Personal information
- Full name: Frederick Munroe Bourne
- National team: Canada
- Born: June 26, 1910 Victoria, British Columbia
- Died: July 11, 1992 (aged 82) Rothesay, New Brunswick

Sport
- Sport: Swimming
- Strokes: Backstroke, freestyle
- Club: Montreal AAA
- College team: McGill University

Medal record
Men's swimming
Representing Canada
Olympic Games
| Bronze medal – third place | 1928 Amsterdam | 4×200 m freestyle |
British Empire Games
| Gold medal – first place | 1930 Hamilton | 100 yd freestyle |
| Gold medal – first place | 1930 Hamilton | 4×200 yd freestyle |

= Munroe Bourne =

Canadian swimmer

Frederick Munroe Bourne (June 26, 1910 - July 11, 1992) was a Canadian swimmer who competed at the 1928, 1932 and 1936 Olympics in the 100-metre freestyle, 100-metre backstroke and 4×200-metre freestyle relay events and won a bronze medal in the relay in 1928. He was eliminated in the preliminary rounds of all his individual events. Bourne won the 100-yard and 4×200-yard freestyle competitions at the 1930 British Empire Games.

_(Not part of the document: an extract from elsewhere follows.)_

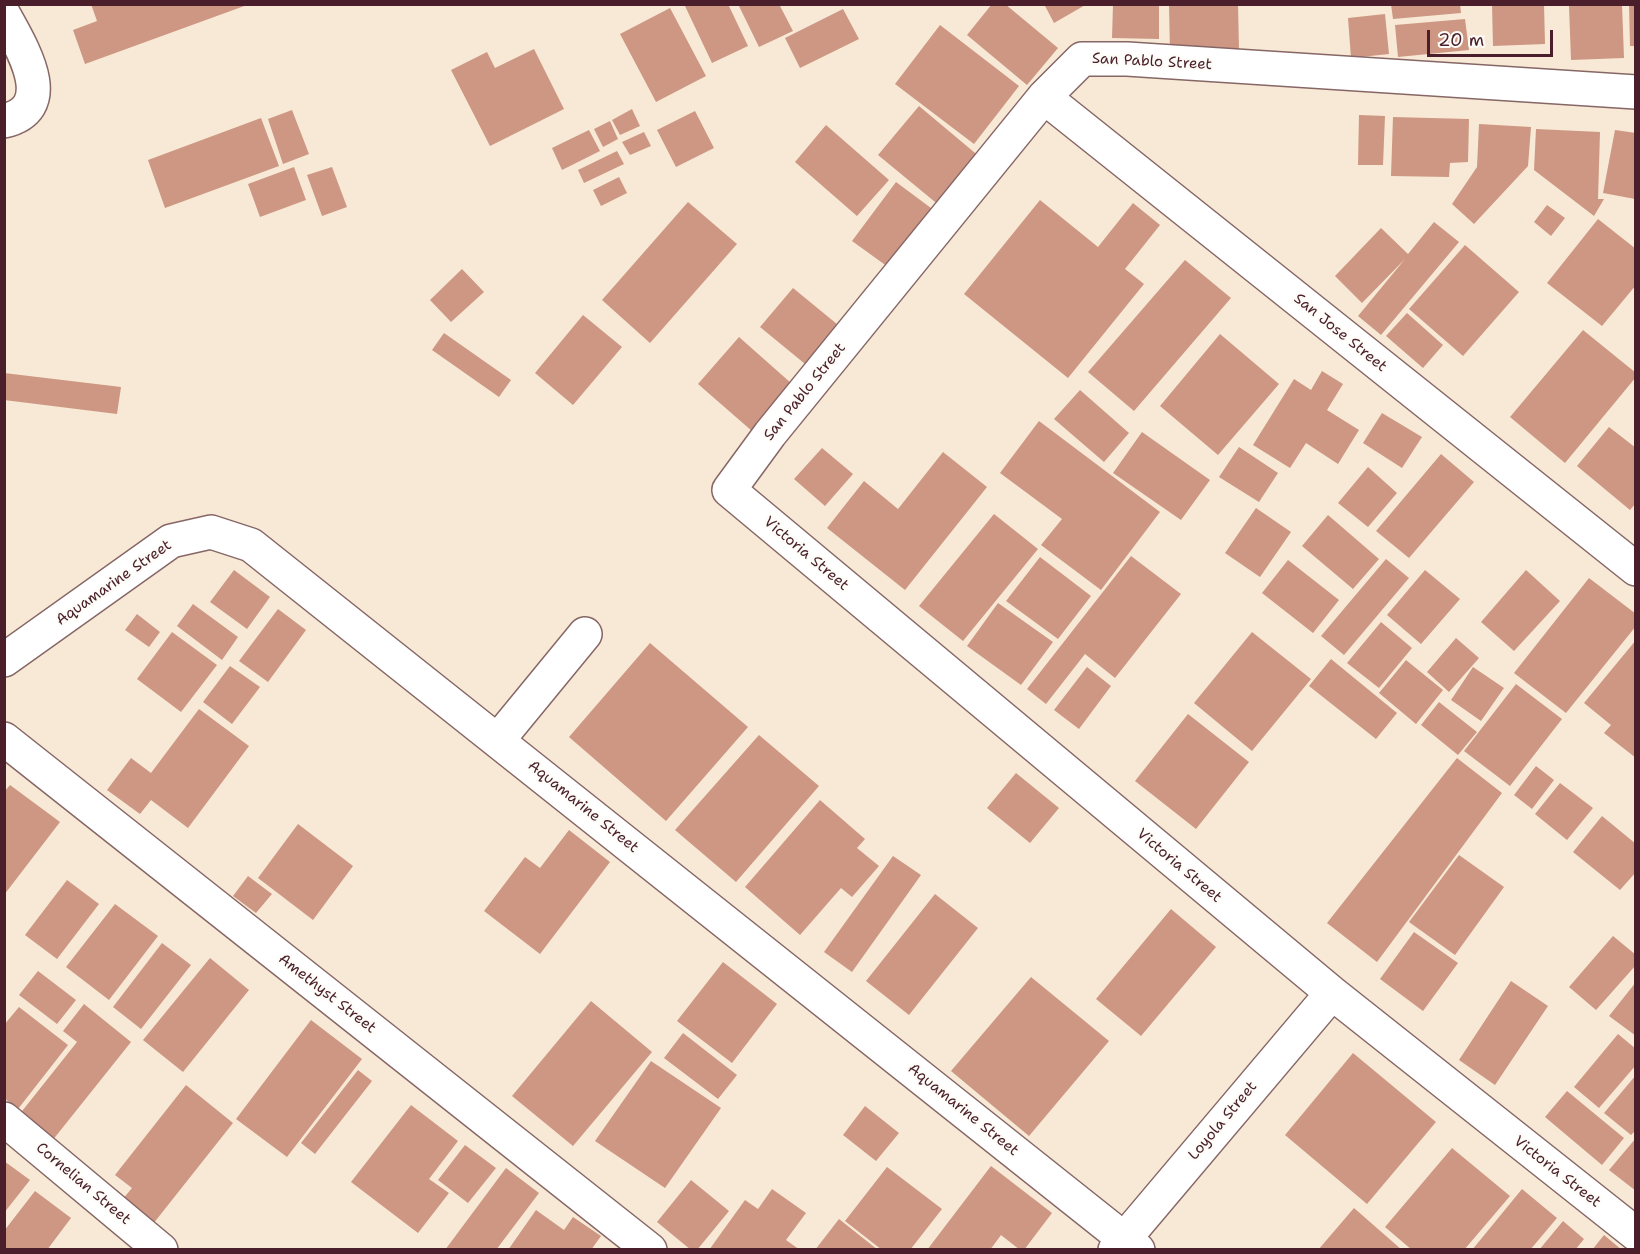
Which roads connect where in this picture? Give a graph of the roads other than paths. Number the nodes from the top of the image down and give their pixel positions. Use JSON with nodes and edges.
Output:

Bourne trained in track and field athletics and water polo before focusing on swimming. In 1927 he entered McGill University in Montreal, and graduated in 1931 with degrees in English and political science. In 1932 he won a Rhodes Scholarship to study at Oxford University. He returned to McGill in 1935 to study for a medical degree, which he received in 1937. During World War II, Bourne served in the Canadian Army and was honourably discharged with the rank of major. Afterward he worked as a doctor and was inducted into the McGill Athletics Hall of Fame in 1996.